By the time President Obama came into office in 2009, the United States and its allies had already been in Afghanistan for eight years. The invasion of Iraq diverted U.S. troops from Afghanistan, and with a Taliban counteroffensive gaining momentum in 2006, the situation in Afghanistan deteriorated rapidly.2 The requested or necessary resources were never fully provided, while the strategy grew increasingly aimless. Lute called it “the poor man’s war.”3 Another military officer compared the resources devoted to Afghanistan to those that went to the China-Burma theatre during World War II.4 The United States was stuck.

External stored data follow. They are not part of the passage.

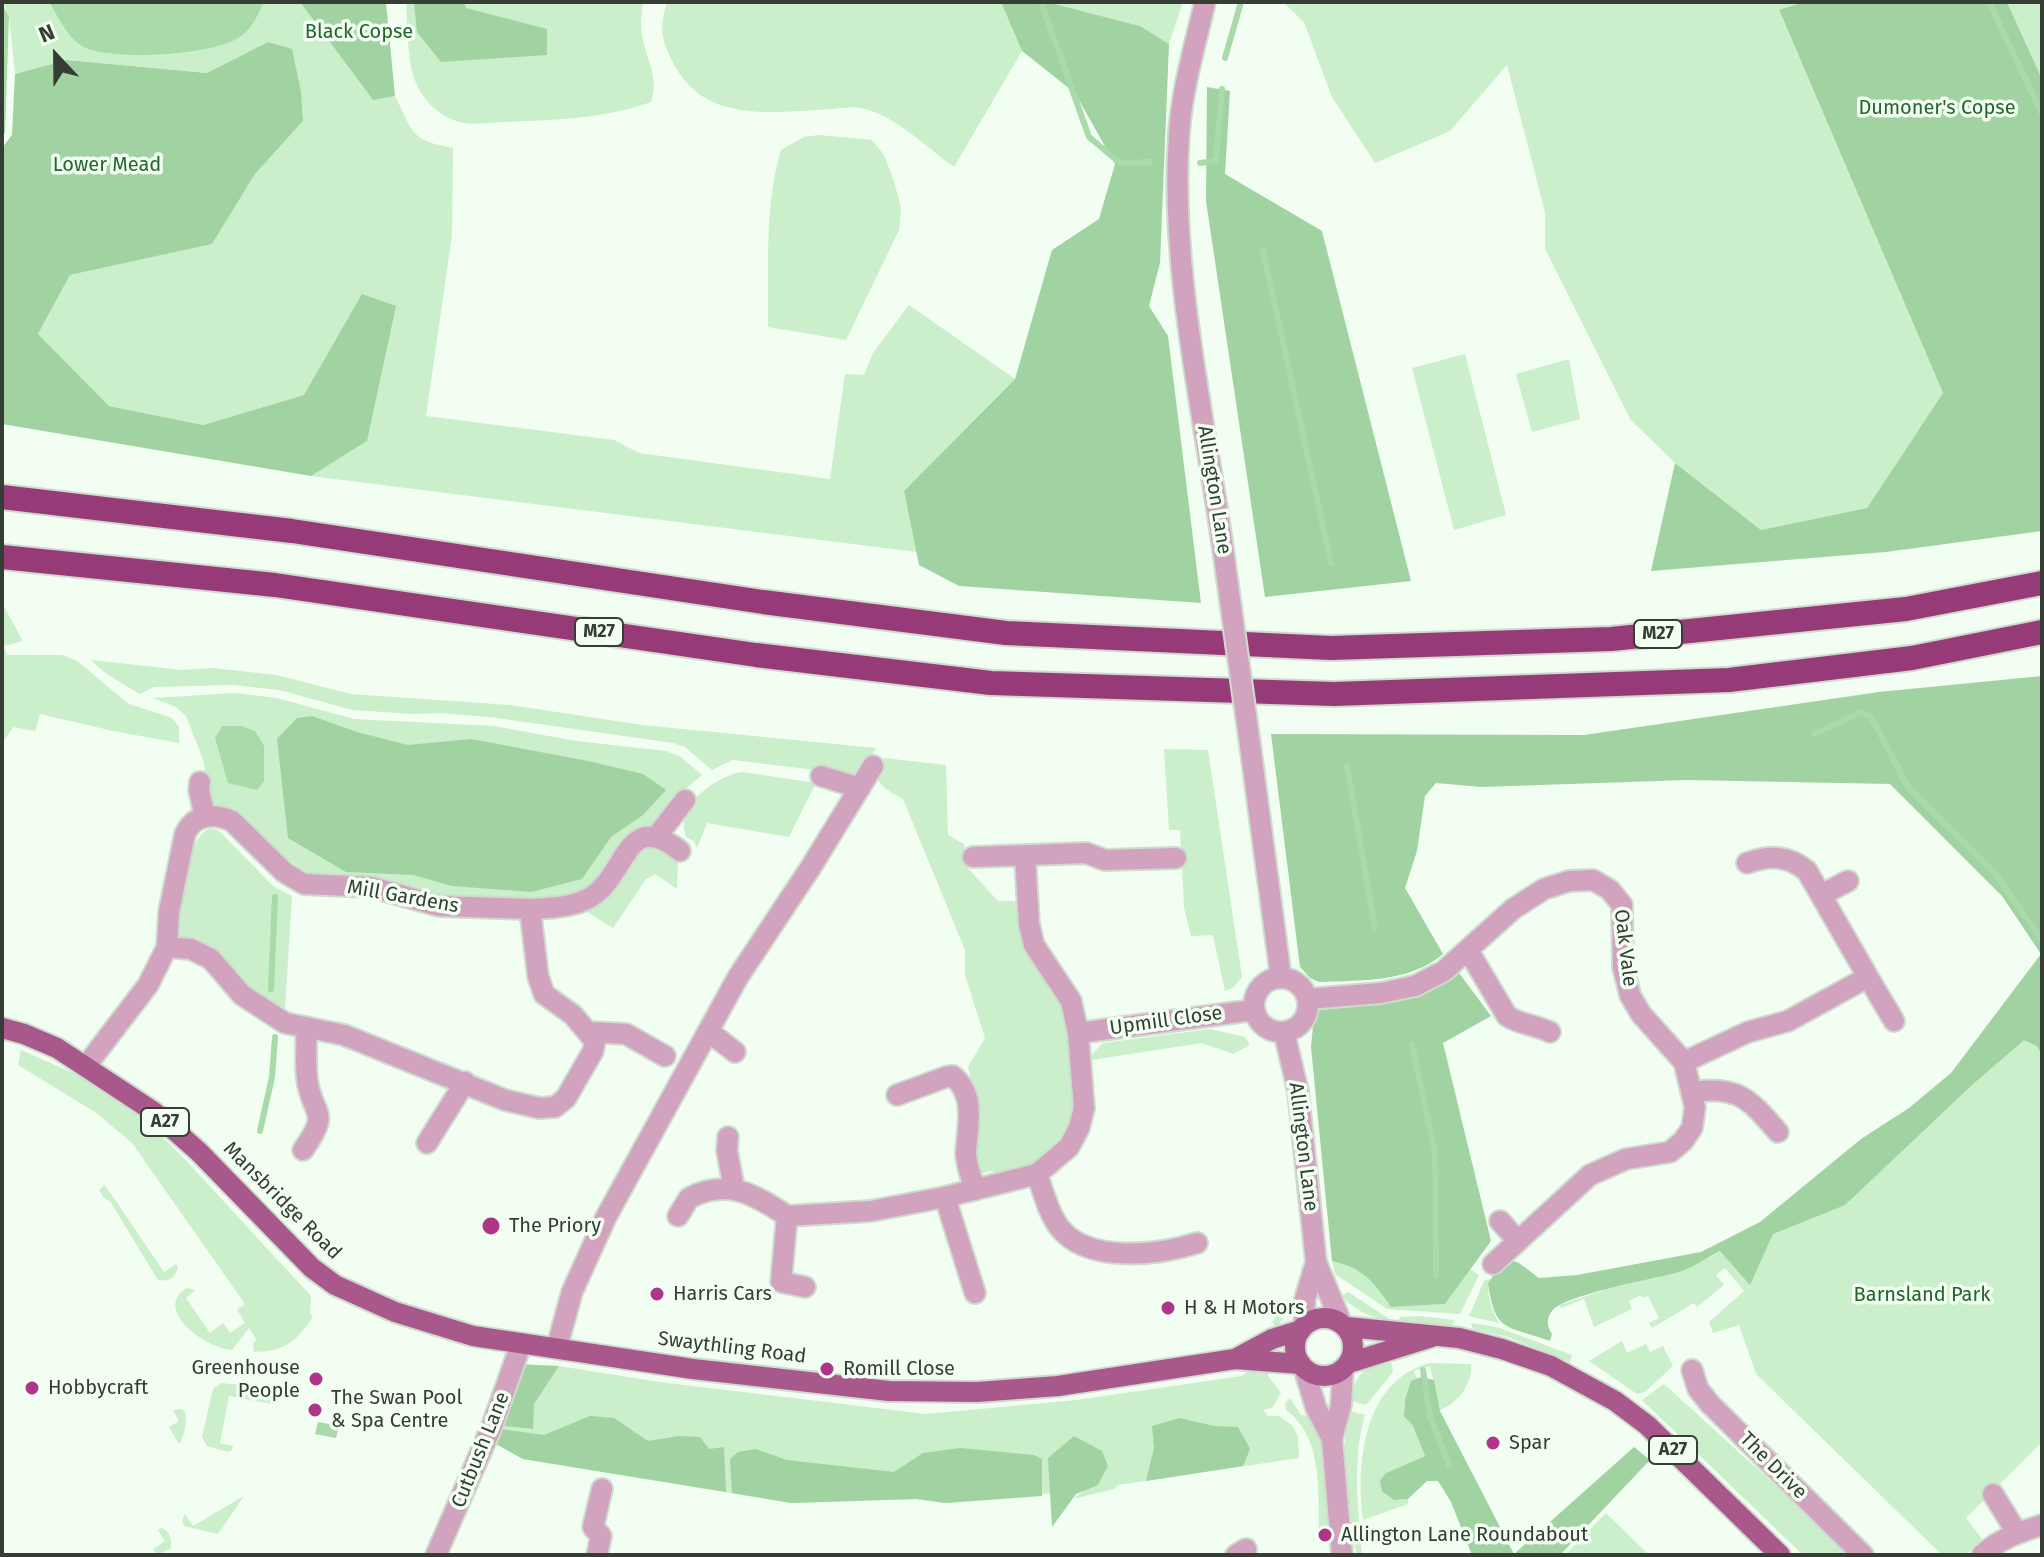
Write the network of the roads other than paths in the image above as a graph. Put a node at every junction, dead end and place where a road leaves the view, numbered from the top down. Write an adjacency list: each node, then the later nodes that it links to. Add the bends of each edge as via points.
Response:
1 (1205, 2): 24 (street, Allington Lane, bridge, via 1183,91 1177,217)
2 (2, 497): 4 (highway, M27, via 292,531 1006,633 1316,647 1611,639 1906,609)
3 (2, 557): 5 (highway, M27, via 275,585 756,655 991,683 1334,694 1729,680 1912,658)
4 (2042, 583)
5 (2042, 632)
6 (873, 766): 9 (street)
7 (821, 776): 9 (street)
8 (200, 782): 11 (street)
9 (860, 788): 30 (street)
10 (685, 800): 12 (street, Mill Gardens)
11 (205, 817): 20 (street, Mill Gardens, via 232,821 284,872 304,884 371,887 439,906); 21 (street, via 189,824 185,834)
12 (657, 836): 13 (street); 20 (street, Mill Gardens, via 634,844 601,890 584,900)
13 (680, 851)
14 (1025, 856): 15 (street); 16 (street); 34 (street, via 1034,945 1071,1001)
15 (973, 857)
16 (1176, 858)
17 (1747, 863): 19 (street, via 1774,856 1797,863)
18 (1848, 881): 19 (street)
19 (1821, 895): 23 (street)
20 (530, 909): 31 (street, via 544,994)
21 (167, 947): 28 (street, via 191,949 211,959 262,1010); 38 (street, via 148,985)
22 (1468, 950): 25 (street, Oak Vale, via 1415,986); 33 (street, via 1507,1016); 37 (street, Oak Vale, via 1544,889 1593,880 1622,905 1623,967 1630,995)
23 (1868, 977): 27 (street); 37 (street, via 1788,1021 1748,1032)
24 (1281, 978): 25 (street, via 1298,984); 26 (street, via 1264,984)
25 (1308, 999): 32 (street, via 1300,1024)
26 (1254, 1010): 32 (street, via 1268,1029); 34 (street, Upmill Close)
27 (1894, 1021)
28 (306, 1027): 39 (street, via 344,1035); 45 (street, via 307,1082 320,1115)
29 (2, 1028): 38 (main road, Mansbridge Road / A27, via 57,1048)
30 (708, 1031): 35 (street); 63 (street, via 606,1217 572,1292)
31 (590, 1032): 36 (street, via 626,1034); 39 (street, via 593,1051 566,1098 555,1107 505,1100)
32 (1284, 1032): 55 (street, Allington Lane, via 1298,1091)
33 (1550, 1032)
34 (1078, 1033): 46 (street, via 1084,1108 1079,1128 1069,1147)
35 (735, 1052)
36 (665, 1056)
37 (1684, 1062): 40 (street, Oak Vale)
38 (86, 1066): 62 (main road, Mansbridge Road / A27, via 154,1112 330,1282 431,1324)
39 (465, 1082): 44 (street)
40 (1692, 1092): 42 (street, via 1730,1091 1754,1105); 53 (street, Oak Vale, via 1692,1128 1670,1152 1626,1159 1590,1175)
41 (897, 1095): 48 (street, via 946,1077 959,1082 968,1104 966,1155)
42 (1778, 1132)
43 (728, 1137): 47 (street)
44 (427, 1143)
45 (303, 1150)
46 (1037, 1174): 48 (street); 54 (street, via 1059,1228 1081,1245 1144,1254)
47 (734, 1188): 50 (street, via 693,1195); 51 (street)
48 (975, 1190): 49 (street)
49 (945, 1197): 51 (street, via 871,1211); 58 (street)
50 (678, 1216)
51 (787, 1216): 57 (street, via 781,1282)
52 (1500, 1221): 53 (street)
53 (1517, 1240): 56 (street, Oak Vale)
54 (1197, 1243)
55 (1316, 1262): 59 (street, Allington Lane); 60 (street, Allington Lane)
56 (1493, 1264)
57 (805, 1287)
58 (975, 1293)
59 (1344, 1325): 60 (main road, via 1322,1317); 61 (main road, A27); 66 (main road, via 1354,1345)
60 (1302, 1328): 64 (main road, Swaythling Road / A27); 65 (main road, via 1295,1347)
61 (1432, 1337): 66 (main road, A27); 76 (main road, A27, via 1488,1345 1551,1366 1615,1401 1647,1425)
62 (521, 1344): 63 (main road, Mansbridge Road / A27); 73 (street, Cutbush Lane)
63 (557, 1347): 64 (main road, Swaythling Road / A27, via 889,1391 1058,1386)
64 (1235, 1359): 65 (main road, Swaythling Road / A27)
65 (1302, 1366): 66 (main road, via 1319,1376 1336,1374); 68 (street)
66 (1346, 1366): 68 (street)
67 (1692, 1370): 77 (street, The Drive, via 1710,1404)
68 (1332, 1439): 75 (street)
69 (602, 1489): 74 (street, via 593,1527 601,1536)
70 (1993, 1494): 72 (street)
71 (2042, 1525): 72 (street)
72 (2017, 1533): 78 (street)
73 (436, 1555)
74 (597, 1555)
75 (1342, 1555)
76 (1780, 1555)
77 (1863, 1555)
78 (1982, 1555)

Obama called Afghanistan “the good war” and campaigned to turn it around. His first official action as president was to send 17,000 troops to Afghanistan, a DOD request that the outgoing Bush administration had thrown to the new president.5 However, he arrived at the presidency skeptical about the military’s ability to deliver decisive results even with unlimited resources. In his view, “the military had become accustomed to getting whatever it wanted during the Bush years.”6 He told General David Petraeus during a visit to Iraq that “I expect you to ask for everything you need and more to ensure your success. That’s what you owe the troops who are under your command. My job, then, which in some ways is more difficult. Is I’ve got to choose. Because I don’t have infinite resources.”7 Obama’s views matriculated down to his key national security people, inevitably causing a clash between the military and civilians.
There are two distinct perspectives or schools of thought regarding American civil-military relations. One is “professional supremacists,” and the other is “civilian supremacists.” Professional supremacists argue that the recurring problem of civil-military ties, specifically in wartime, is ensuring the military an adequate voice and keeping civilians from micromanaging and mismanaging matters.8 The other camp argues that the central problem is ensuring that civilian guidance is followed even when the military disagrees with that direction.9 As Feaver argues, the debate over the surge in Iraq was a battle between these two groups. Eventually, it was synchronized using a hybrid model with input from both perspectives. As detailed here, the same process occurred regarding the decision to change strategy in Afghanistan.
Lute’s top-secret report was the first of several reviews done by the U.S. government. Lute’s review had been ordered during the last months of the Bush administration, so naturally, newly elected President Obama wanted another review done in the first two months of his presidency. For this, he turned to Bruce Reidel, a career analyst at the CIA who would be working with Lute but gave his own assessment. His review came with three options: withdrawal, counterinsurgency, or escalation. Reidel endorsed what he viewed as a middle option: the limited counterinsurgency approach. He made a point of the need to target Al-Qaeda leaders in Afghanistan and Pakistan either directly or by working with the Pakistani government by giving them the tools to do so.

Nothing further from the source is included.